Todos esses méritos foram insuficientes para aplacar a decadência inevitável de sua popularidade internamente. Se por um lado, Merkel é vista como uma competente liderança, no fim das contas, sua figura é consagrada por promessas demagógicas que nunca se concretizam. O drama dos refugiados é só a ponta desse iceberg.
Fuga covarde
Em 2015, a chanceler ganhou manchetes pelo mundo como a mãe dos exilados que tentavam chegar à Europa. Prometeu receber um milhão deles em seu país. Após seis anos, menos de um quarto disso conseguiu se formalizar junto à desumana burocracia alemã. Os afegãos, por exemplo, estavam sendo enviados (deportados) de volta até dias antes da retomada de Cabul pelos talibãs. Afinal, tratava-se de um país “pacificado”, segundo a classificação utilizada pelo ministério das relações exteriores (Auswertigesamt).

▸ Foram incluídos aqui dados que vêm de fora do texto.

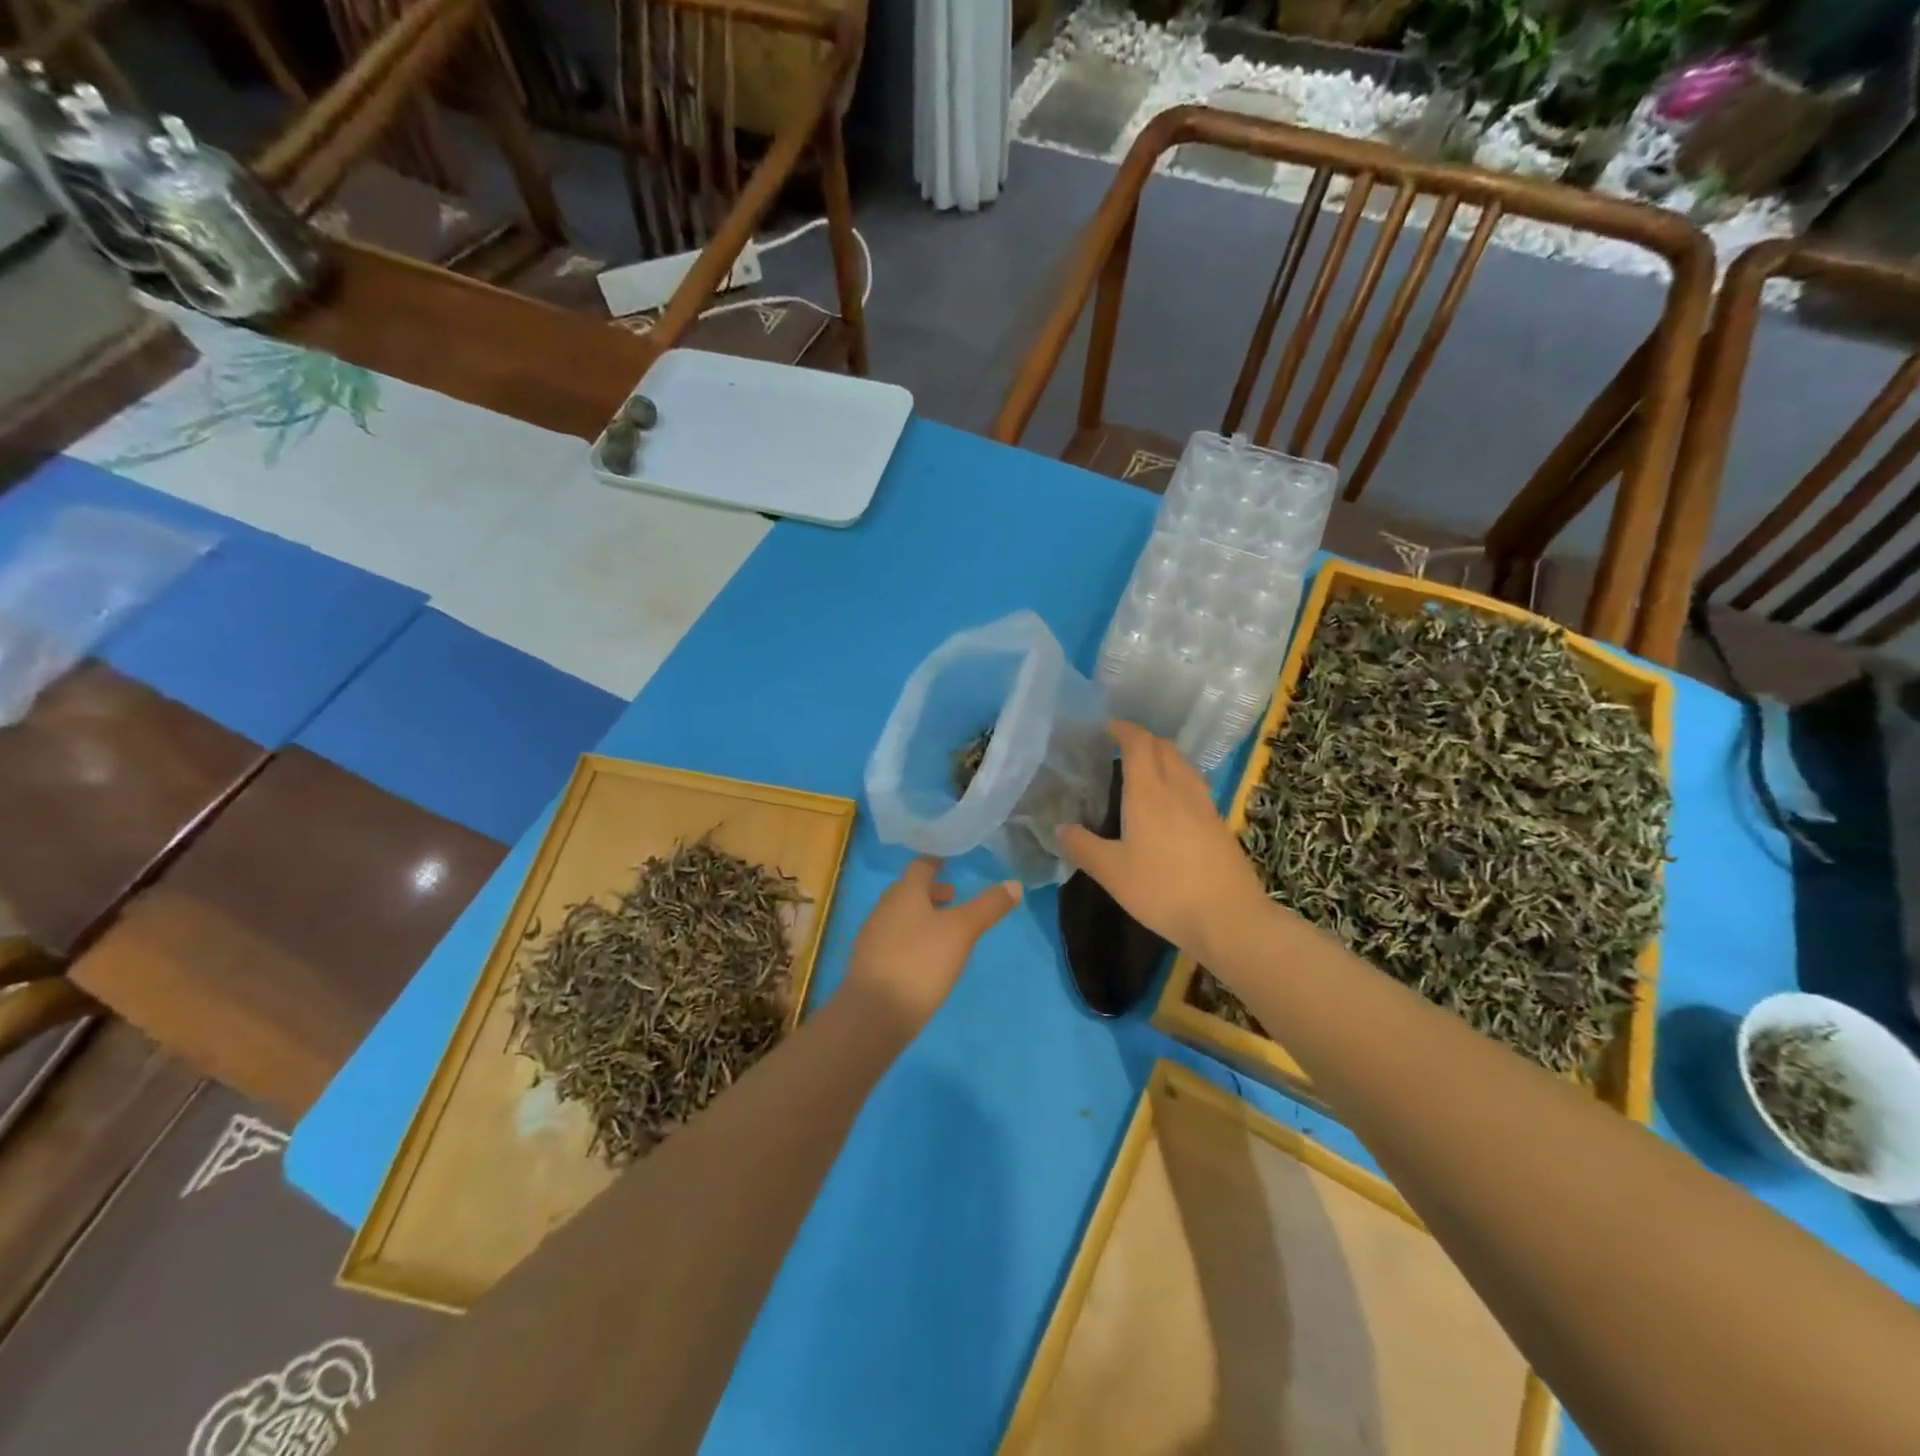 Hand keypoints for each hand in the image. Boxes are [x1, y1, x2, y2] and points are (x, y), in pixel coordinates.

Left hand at [842, 858, 1021, 1029]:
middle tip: (953, 899)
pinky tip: (924, 959)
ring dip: (920, 916)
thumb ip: (987, 907)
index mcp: (904, 893)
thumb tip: (1015, 884)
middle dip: (930, 892)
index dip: (934, 864)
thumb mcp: (962, 931)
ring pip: (899, 916)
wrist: (875, 1013)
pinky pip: (892, 940)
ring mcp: (872, 937)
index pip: (919, 867)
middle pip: (907, 891)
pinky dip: (910, 939)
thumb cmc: (921, 961)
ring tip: (942, 931)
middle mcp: (883, 908)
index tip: (948, 865)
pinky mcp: (869, 964)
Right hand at [1059, 720, 1266, 960]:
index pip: (1139, 744)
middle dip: (1144, 740)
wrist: (1227, 917)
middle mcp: (1179, 789)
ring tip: (1147, 772)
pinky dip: (1179, 780)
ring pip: (1184, 765)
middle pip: (1165, 748)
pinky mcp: (1219, 825)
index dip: (1124, 730)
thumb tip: (1060, 828)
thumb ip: (1082, 847)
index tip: (1108, 728)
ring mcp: (1204, 806)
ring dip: (1164, 758)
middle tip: (1122, 749)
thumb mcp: (1111, 873)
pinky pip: (1195, 786)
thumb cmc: (1162, 890)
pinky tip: (1172, 805)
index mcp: (1149, 793)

A fuga acovardada das tropas alemãs, ao fim de 20 anos de ocupação militar no Afeganistão, foram a prova inegável da farsa que o marketing político do governo em Berlim tenta negar. Não só para os que já viviam na Alemanha. Milhares de pessoas que por duas décadas ajudaram os alemães como tradutores, interpretes e negociadores foram simplesmente deixados para trás.
Passivo geopolítico
Quem assumir o poder nos próximos meses herdará um passivo geopolítico considerável e uma situação nada confortável. Independente de partido, já que o sistema parlamentarista alemão possibilita que, mesmo derrotada, a CDU consiga articular uma coalizão em torno de si para manter o poder central em sua mão, os desafios são imensos.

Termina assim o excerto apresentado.